On constate alors que si l’équipe développe une pratique particulière du soin, en ayant une approche plus adaptée à son public cible et en prenant davantage en compte les dimensions relationnelles et sociales pour soigner la maladie mentale, certains professionnels ont eu parfois le sentiment jusqu’à la fin 2012 de prodiguer des soins orientés vers une partie

 

seulement de ce qu’implique le rétablissement. Il existe bien sûr des contre exemples : une personne a été soutenue dans ses études par une assistante sociale qui l’a accompagnée dans la préparation de son concours d’entrée aux beaux Arts ; d’autres ont été accompagnées dans une recherche d’emploi et dans leurs premiers pas dans leur nouvelle activité professionnelle. Au début de l’année 2011, il a été créé un « pôle chez soi », constitué de professionnels dédiés à l’accompagnement au logement en appartements et au Marabout : un psychiatre (0,5 ETP, AP-HM), une infirmière (0,5 ETP, AP-HM), un médiateur (1 ETP, HAS), une éducatrice spécialisée (HAS) (2 x 0,5 ETP), un maître de maison (HAS, pour le Marabout). En septembre 2012, l’équipe a décidé de se spécialiser un peu plus en affectant plus de temps aux personnes logées en appartement. Un interne en psychiatrie et un second médiateur ont été affecté au « pôle un chez soi » (un médiateur pour les appartements, tandis que l’autre médiateur était affecté exclusivement au Marabout), un ETP complet d’infirmière. Ce renforcement du pôle « chez soi » permet de mieux accompagner les personnes dans leur rétablissement.

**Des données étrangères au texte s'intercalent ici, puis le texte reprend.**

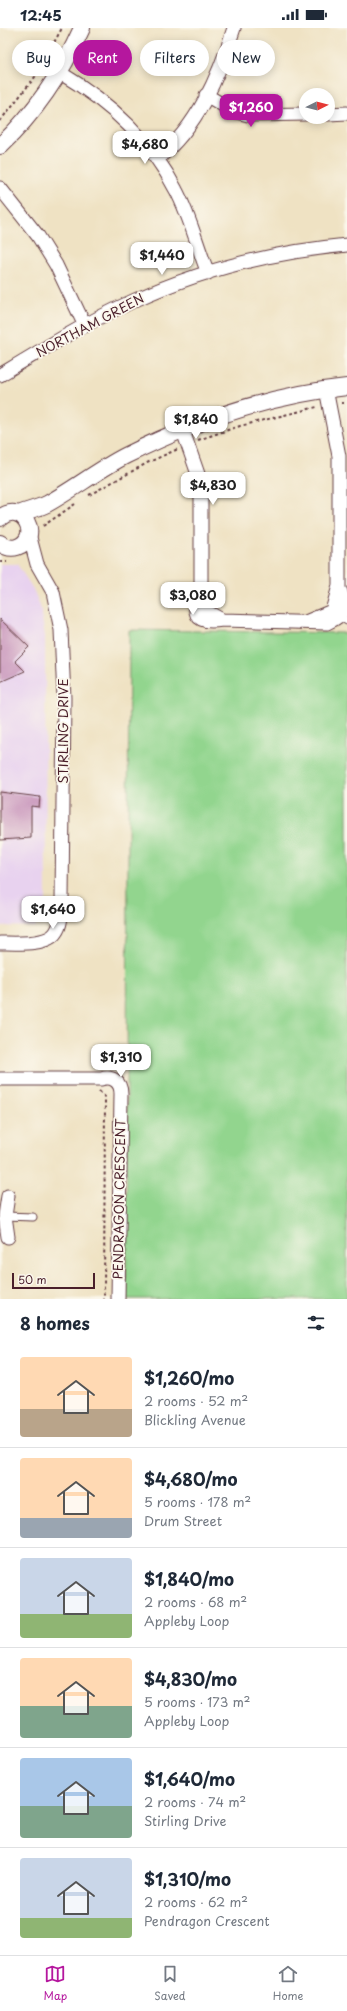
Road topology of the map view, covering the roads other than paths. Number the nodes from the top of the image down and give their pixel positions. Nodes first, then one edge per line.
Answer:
1 (82, 28) edge
2 (234, 28) edge
3 (65, 61) edge
4 (56, 76) edge
5 (65, 76) edge
6 (206, 95) junction
7 (347, 113) edge
8 (299, 114) edge
9 (335, 114) edge
10 (0, 146) edge
11 (157, 159) junction
12 (0, 188) edge
13 (347, 245) edge
14 (208, 273) junction
15 (85, 326) junction
16 (0, 375) edge
17 (347, 387) edge
18 (326, 389) junction
19 (185, 438) junction
20 (46, 504) junction
21 (0, 506) edge
22 (11, 515) edge
23 (33, 530) junction
24 (8, 548) edge
25 (38, 564) junction
26 (339, 617) edge
27 (0, 943) edge
28 (0, 1079) edge
29 (8, 1196) dead end
30 (2, 1216) edge
31 (33, 1217) dead end
32 (8, 1237) dead end
33 (118, 1299) edge

1 - 3 street
2 - 6 street
4 - 10 street
5 - 11 street
6 - 8 street
6 - 11 street
7 - 9 street
11 - 14 street
12 - 15 street
13 - 14 street, NORTHAM GREEN
14 - 15 street, NORTHAM GREEN
15 - 16 street, NORTHAM GREEN
17 - 18 street
18 - 19 street
18 - 26 street
19 - 20 street
19 - 26 street
20 - 22 street
20 - 23 street
21 - 22 street
22 - 23 street
23 - 24 street
23 - 25 street, STIRLING DRIVE
24 - 25 street, STIRLING DRIVE
25 - 27 street, STIRLING DRIVE
28 - 33 street, PENDRAGON CRESCENT
29 - 30 street
30 - 31 lane
30 - 32 street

Dans un souci d’autonomisation et de glissement vers le « droit commun », l’équipe doit amener les personne à choisir un médecin traitant libéral (le médecin généraliste de l’équipe n’intervient pas) et un psychiatre (libéral ou en CMP). Elles ont majoritairement opté pour un suivi psychiatrique et pour un suivi social à l’extérieur de l’EMPP. Cependant, les personnes peuvent continuer à se rendre aux consultations assurées par l’équipe pour leur suivi psychiatrique, tant qu’elles le souhaitent. De même, plusieurs des personnes logées continuent à avoir un suivi social auprès des assistantes sociales de l’équipe qui vont parfois les voir à domicile, mais le plus souvent l’accompagnement social se fait dans les locaux de l’équipe, jusqu’à ce que la personne soit totalement autonome pour gérer ses prestations sociales et ses factures, ou que le relai soit effectif avec le CMP.

Des infirmières libérales participent aussi pleinement au dispositif. Outre la distribution des médicaments journaliers ou hebdomadaires pour une partie des personnes logées, elles effectuent toutes les activités cliniques d’évaluation décrites ci-dessous, et ce de manière quotidienne ou hebdomadaire. Leur activité de « veille » est donc particulièrement précieuse pour l’équipe ; elles sont en contact permanent avec MARSS et il n’est pas rare qu’elles participent au staff.